Guarda dos Filhos

É de extrema importância que a guarda do (s) filho (s) seja regularizada após a ruptura do convívio familiar.

A regra geral é a Guarda Compartilhada, que de acordo com a Lei 13.058/2014, é aquela em que se possibilita a responsabilização conjunta e o exercício de direitos e deveres do pai e da mãe, que dividem as atribuições relacionadas ao filho, que irá conviver com ambos, sendo essa sua grande vantagem.
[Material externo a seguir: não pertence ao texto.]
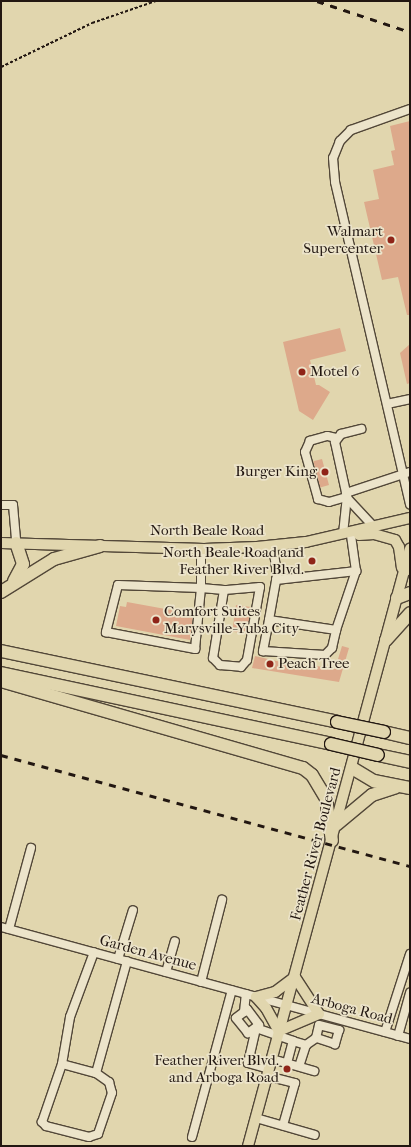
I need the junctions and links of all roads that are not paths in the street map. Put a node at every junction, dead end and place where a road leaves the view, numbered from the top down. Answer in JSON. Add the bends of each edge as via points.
{"nodes":[{"id":1,"x":410,"y":108,"type":"edge"},
{"id":2,"x":410,"y":399,"type":"edge"},
{"id":3,"x":387,"y":404,"type":"junction"},
{"id":4,"x":362,"y":429,"type":"dead end"},
{"id":5,"x":336,"y":438,"type":"junction"},
{"id":6,"x":407,"y":473,"type":"edge"},
{"id":7,"x":346,"y":496,"type":"junction"},
{"id":8,"x":410,"y":504,"type":"edge"},
{"id":9,"x":1,"y":505,"type":"edge"},
{"id":10,"x":410,"y":518,"type":"edge"},
{"id":11,"x":374,"y":527,"type":"junction"},
{"id":12,"x":347,"y":534,"type":"junction"},
{"id":13,"x":1,"y":543,"type":"edge"},
{"id":14,"x":16,"y":543,"type":"junction"},
{"id":15,"x":100,"y":546,"type":"junction"},
{"id":16,"x":273,"y":546,"type":"junction"},
{"id":17,"x":200,"y":549,"type":"junction"},
{"id":18,"x":408,"y":562,"type":"edge"},
{"id":19,"x":356,"y":571,"type":"junction"},
{"id":20,"x":276,"y":580,"type":"junction"},
{"id":21,"x":12,"y":583,"type":"junction"},
{"id":22,"x":201,"y":588,"type":"junction"},
{"id":23,"x":224,"y":590,"type":"junction"},
{"id":24,"x":1,"y":592,"type":"edge"},
{"id":25,"x":410,"y":593,"type":"edge"},
{"id":26,"x":397,"y":598,"type":"junction"},
{"id":27,"x":410,"y":613,"type":"edge"},
{"id":28,"x":269,"y":620,"type":"junction"},
{"id":29,"x":336,"y":630,"type":"junction"},
{"id":30,"x":386,"y":640,"type":"junction"},
{"id":31,"x":1,"y":651,"type":"edge"},
{"id":32,"x":1,"y":673,"type":"edge"},
{"id":33,"x":1,"y":681,"type":"edge"},
{"id":34,"x":384,"y":732,"type":"junction"},
{"id":35,"x":410,"y":732,"type":"edge"},
{"id":36,"x":410,"y":738,"type":"edge"},
{"id":37,"x":410,"y":762,"type":"edge"},
{"id":38,"x":352,"y":768,"type":"junction"},
{"id":39,"x":396,"y":787,"type":"junction"},
{"id":40,"x":410,"y":788,"type":"edge"},
{"id":41,"x":336,"y":825,"type":"junction"},
{"id":42,"x":332,"y":840,"type":"junction"},
{"id":43,"x":31,"y":848,"type":"dead end"},
{"id":44,"x":222,"y":900,"type":"dead end"},
{"id":45,"x":133,"y":910,"type":"dead end"},
{"id":46,"x":5,"y":928,"type":"edge"},
{"id":47,"x":175,"y":941,"type":"dead end"},
{"id":48,"x":94,"y":952,"type":"junction"},
{"id":49,"x":410,"y":954,"type":"edge"},
{"id":50,"x":118,"y":959,"type":"junction"},
{"id":51,"x":127,"y":961,"type":"junction"},
{"id":52,"x":166,"y":972,"type":"junction"},
{"id":53,"x":295,"y":977,"type":"junction"},
{"id":54,"x":201,"y":982,"type":"junction"},
{"id":55,"x":232,"y":990,"type":"junction"},
{"id":56,"x":410,"y":993,"type":"edge"},
{"id":57,"x":251,"y":995,"type":"junction"},
{"id":58,"x":287,"y":1005,"type":"junction"},
{"id":59,"x":244,"y":1012,"type":"junction"},
{"id":60,"x":320,"y":1015,"type":"junction"},
{"id":61,"x":342,"y":1021,"type":"junction"},
{"id":62,"x":319,"y":1025,"type":"junction"},
{"id":63,"x":256,"y":1028,"type":"junction"},
{"id":64,"x":339,"y":1030,"type":"junction"},
{"id":65,"x":385,"y":1032,"type":"junction"},
{"id":66,"x":278,"y":1034,"type":"junction"},
{"id":67,"x":398,"y":1036,"type":"junction"},
{"id":68,"x":316,"y":1038,"type":"junction"},
{"id":69,"x":410,"y":1039,"type":"edge"},
{"id":70,"x":293,"y":1041,"type":"junction"},
{"id":71,"x":306,"y":1045,"type":"junction"},
{"id":72,"x":272,"y":1059,"type":"junction"},
{"id":73,"x":287,"y":1063,"type":"junction"},
{"id":74,"x":62,"y":1064,"type":"junction"},
{"id":75,"x":299,"y":1066,"type":"junction"},
{"id":76,"x":314,"y":1071,"type":"dead end"},
{"id":77,"x":96,"y":1073,"type":"junction"},
{"id":78,"x":268,"y":1073,"type":"junction"},
{"id":79,"x":256,"y":1118,"type":"junction"},
{"id":80,"x":283,"y":1125,"type":"junction"},
{"id":81,"x":315,"y":1135,"type":"dead end"},
{"id":82,"x":192,"y":1137,"type":"dead end"},
{"id":83,"x":248,"y":1146,"type":"edge"}],
"edges":[{"from":1,"to":3,"type":"street","via":[[351,130],[340,141],[333,158],[335,182]]},
{"from":2,"to":3,"type":"street"},
{"from":3,"to":6,"type":"street"},
{"from":4,"to":5,"type":"street"},
{"from":5,"to":7,"type":"street"},
{"from":5,"to":7,"type":"street","via":[[327,436],[310,441],[305,452],[318,499],[329,502]]},
{"from":6,"to":7,"type":"street"},
{"from":6,"to":8,"type":"street"},
{"from":7,"to":11,"type":"street"},
{"from":7,"to":12,"type":"street"},
{"from":9,"to":14,"type":"street","via":[[14,505]]},
{"from":10,"to":11,"type":"main road","name":"North Beale Road"},
{"from":11,"to":12,"type":"main road","name":"North Beale Road"},
{"from":12,"to":16,"type":"main road","name":"North Beale Road"},
{"from":12,"to":18,"type":"main road","name":"Feather River Boulevard","via":[[374,534],[395,540],[401,555]]},
{"from":12,"to":19,"type":"street"},
{"from":13,"to":14,"type":"main road","name":"North Beale Road"},
{"from":14,"to":15,"type":"main road","name":"North Beale Road"},
{"from":14,"to":21,"type":"highway","via":[[23,564]]},
{"from":15,"to":17,"type":"main road","name":"North Beale Road"},
{"from":15,"to":21,"type":"highway","via":[[54,559]]},
{"from":16,"to":17,"type":"main road","name":"North Beale Road"},
{"from":16,"to":20,"type":"street"},
{"from":17,"to":22,"type":"street"},
{"from":18,"to":26,"type":"main road","name":"Feather River Boulevard"},
{"from":19,"to":20,"type":"street"},
{"from":19,"to":29,"type":"street"},
{"from":20,"to":28,"type":"street"},
{"from":21,"to":24,"type":"highway"},
{"from":22,"to":22,"type":"street","via":[[118,584],[106,632],[195,649]]},
{"from":22,"to":23,"type":"street"},
{"from":23,"to":23,"type":"street","via":[[260,587],[247,660],[241,667],[220,665],[213,658]]},
{"from":25,"to":26,"type":"highway"},
{"from":26,"to":30,"type":"main road","name":"Feather River Boulevard"},
{"from":27,"to":30,"type":"highway"},
{"from":28,"to":29,"type":"street"},
{"from":28,"to":29,"type":"street","via":[[263,651],[325,655],[332,648]]},
{"from":30,"to":38,"type":"main road","name":"Feather River Boulevard"},
{"from":31,"to":34,"type":"highway","bridge":true},
{"from":32,"to":37,"type":"highway","bridge":true},
{"from":33,"to":42,"type":"highway","via":[[303,768],[312,775],[326,798]]},
{"from":34,"to":35,"type":"highway"},
{"from":34,"to":36,"type":"highway"},
{"from":38,"to":39,"type":"highway","via":[[364,777]]},
{"from":38,"to":41,"type":"main road","name":"Feather River Boulevard"},
{"from":39,"to":40,"type":"highway"},
{"from":39,"to":41,"type":"highway","via":[[372,795]]},
{"from":41,"to":42,"type":"main road","name":"Feather River Boulevard"},
{"from":42,"to":53,"type":"main road","name":"Feather River Boulevard"},
{"from":43,"to":46,"type":"street"},
{"from":44,"to":54,"type":"street"},
{"from":45,"to":50,"type":"street"},
{"from":46,"to":48,"type":"street","name":"Garden Avenue"},
{"from":47,"to":52,"type":"street"},
{"from":48,"to":50,"type":"street","name":"Garden Avenue"},
{"from":48,"to":74,"type":"street","via":[[70,1017]]},
{"from":49,"to":65,"type":"street"},
{"from":50,"to":51,"type":"street","name":"Garden Avenue"},
{"from":51,"to":52,"type":"street","name":"Garden Avenue"},
{"from":51,"to":77,"type":"street"},
{"from":52,"to":54,"type":"street","name":"Garden Avenue"},
{"from":53,"to":57,"type":"main road","via":[[274,992]]},
{"from":53,"to":58,"type":"main road","name":"Feather River Boulevard"},
{"from":53,"to":60,"type":"main road"},
{"from":54,"to":55,"type":"street","name":"Garden Avenue"},
{"from":55,"to":57,"type":"street","name":"Garden Avenue"},
{"from":55,"to":82,"type":"street"},
{"from":56,"to":67,"type":"street"},
{"from":57,"to":58,"type":"street","name":"Garden Avenue"},
{"from":57,"to":59,"type":"street"},
{"from":57,"to":66,"type":"main road","via":[[266,1008]]},
{"from":58,"to":60,"type":"street","name":"Arboga Road"},
{"from":58,"to":66,"type":"main road","name":"Feather River Boulevard"},
{"from":59,"to":63,"type":"street","via":[[247,1009],[259,1025]]},
{"from":59,"to":63,"type":"street","via":[[236,1018],[248,1033]]},
{"from":60,"to":61,"type":"street","name":"Arboga Road"},
{"from":60,"to":62,"type":"street"},
{"from":60,"to":66,"type":"main road"},
{"from":61,"to":64,"type":"street"},
{"from":61,"to":65,"type":"street","name":"Arboga Road"},
{"from":62,"to":64,"type":"street"},
{"from":62,"to":68,"type":"street"},
{"from":63,"to":66,"type":"street"},
{"from":63,"to":78,"type":"street","via":[[248,1063]]},
{"from":64,"to":68,"type":"street","via":[[335,1044]]},
{"from":65,"to":67,"type":"street","name":"Arboga Road"},
{"from":66,"to":70,"type":"street"},
{"from":66,"to":72,"type":"main road","name":"Feather River Boulevard"},
{"from":67,"to":69,"type":"street","name":"Arboga Road"},
{"from":68,"to":71,"type":"street"},
{"from":70,"to":71,"type":"street"},
{"from":70,"to":73,"type":"street"},
{"from":71,"to":75,"type":"street"},
{"from":72,"to":73,"type":"street"},
{"from":72,"to":78,"type":"main road","name":"Feather River Boulevard"},
{"from":73,"to":75,"type":"street"},
{"from":74,"to":77,"type":"street"},
{"from":74,"to":77,"type":"street","via":[[42,1122],[46,1126],[89,1137],[98,1134],[112,1093],[110,1082]]},
{"from":75,"to":76,"type":"street"},
{"from":78,"to":79,"type":"main road","name":"Feather River Boulevard"},
{"from":78,"to":80,"type":"street","via":[[295,1083]]},
{"from":79,"to":80,"type":"street"},
{"from":79,"to":83,"type":"main road","name":"Feather River Boulevard"},
{"from":80,"to":81,"type":"street"}]}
Todavia, é de extrema importância que os genitores do menor tenham um bom relacionamento, a fim de que a guarda compartilhada possa atingir o seu objetivo, ou seja, beneficiar o crescimento da criança quanto aos aspectos psicológicos e de caráter.

Somente não será definida a guarda compartilhada quando um dos genitores venha a abrir mão deste direito, devendo declarar em juízo que não pretende exercer este tipo de guarda, ou ainda, quando um dos genitores possua um motivo grave que não possa exercer a guarda compartilhada.

Já a Guarda Unilateral ocorre quando uma pessoa tem a guarda, enquanto a outra tem a seu favor a regulamentação de visitas. Essas era a forma mais comum de guarda, trazendo o inconveniente de privar o menor da convivência contínua de um dos genitores, o que motivou a alteração legislativa.